++++ Excerpted data ++++

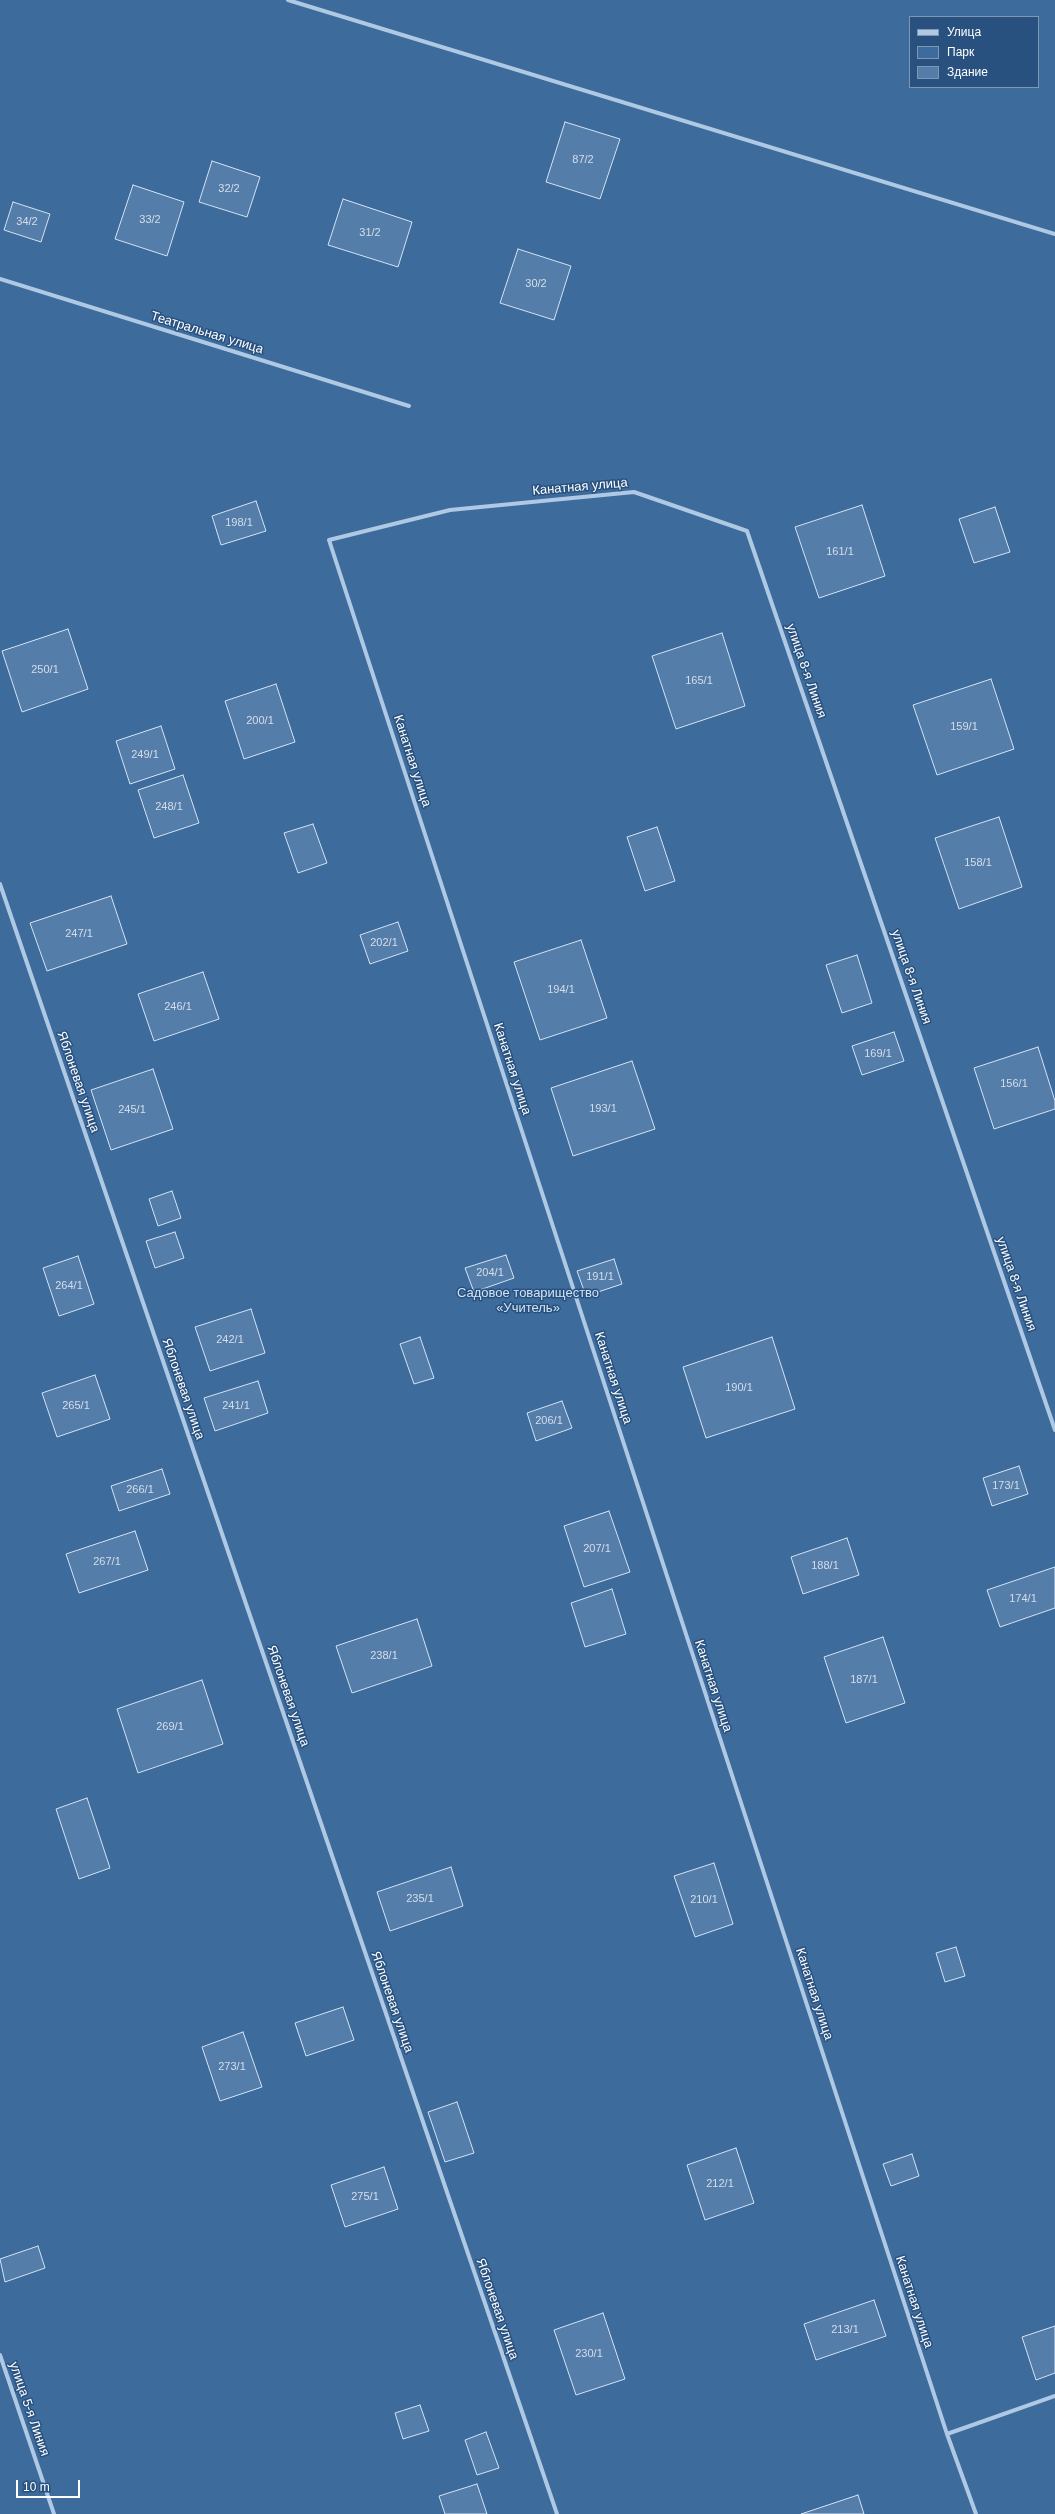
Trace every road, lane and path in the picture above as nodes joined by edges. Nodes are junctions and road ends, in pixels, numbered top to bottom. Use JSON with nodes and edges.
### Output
{"nodes":[{"id":1,"x":288,"y":0,"type":"edge"},
{"id":2,"x":1055,"y":234,"type":"edge"},
{"id":3,"x":0,"y":278,"type":"edge"},
{"id":4,"x":409,"y":406,"type":"dead end"},
{"id":5,"x":747,"y":531,"type":"joint"},
{"id":6,"x":0,"y":884,"type":"edge"},
{"id":7,"x":1055,"y":1430,"type":"edge"},
{"id":8,"x":0,"y":2355,"type":"edge"},
{"id":9,"x":1055,"y":2396,"type":"edge"},
{"id":10,"x":947,"y":2434,"type":"junction"},
{"id":11,"x":54,"y":2514,"type":"edge"},
{"id":12,"x":557,"y":2514,"type":"edge"},
{"id":13,"x":976,"y":2514,"type":"edge"}],
"edges":[{"from":1,"to":2,"type":"street"},
{"from":3,"to":4,"type":"street","name":"Театральная улица"},
{"from":5,"to":7,"type":"street","name":"улица 8-я Линия"},
{"from":5,"to":10,"type":"street","name":"Канатная улица"},
{"from":6,"to":12,"type":"street","name":"Яблоневая улица"},
{"from":8,"to":11,"type":"street","name":"улица 5-я Линия"},
{"from":9,"to":10,"type":"street"},
{"from":10,"to":13,"type":"street","name":"Канатная улица"}]}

++++

**Aim of the task**
Copy each line above precisely, dropping the pictures.

**Output of the task**
Trace every road, lane and path in the picture above as nodes joined by edges. Nodes are junctions and road ends, in pixels, numbered top to bottom. Use JSON with nodes and edges.
### Output
{"nodes":[{"id":1,"x":288,"y":0,"type":"edge"},
{"id":2,"x":1055,"y":234,"type":"edge"},
{"id":3,"x":0,"y":278,"type":"edge"},
{"id":4,"x":409,"y":406,"type":"dead end"},
{"id":5,"x":747,"y":531,"type":"joint"},
{"id":6,"x":0,"y":884,"type":"edge"},
{"id":7,"x":1055,"y":1430,"type":"edge"},
{"id":8,"x":0,"y":2355,"type":"edge"},
{"id":9,"x":1055,"y":2396,"type":"edge"},
{"id":10,"x":947,"y":2434,"type":"junction"},
{"id":11,"x":54,"y":2514,"type":"edge"},
{"id":12,"x":557,"y":2514,"type":"edge"},
{"id":13,"x":976,"y":2514,"type":"edge"}],
"edges":[{"from":1,"to":2,"type":"street"},
{"from":3,"to":4,"type":"street","name":"Театральная улица"},
{"from":5,"to":7,"type":"street","name":"улица 8-я Линия"},
{"from":5,"to":10,"type":"street","name":"Канатная улица"},
{"from":6,"to":12,"type":"street","name":"Яблоневая улица"},
{"from":8,"to":11,"type":"street","name":"улица 5-я Линия"},
{"from":9,"to":10,"type":"street"},
{"from":10,"to":13,"type":"street","name":"Канатная улица"}]}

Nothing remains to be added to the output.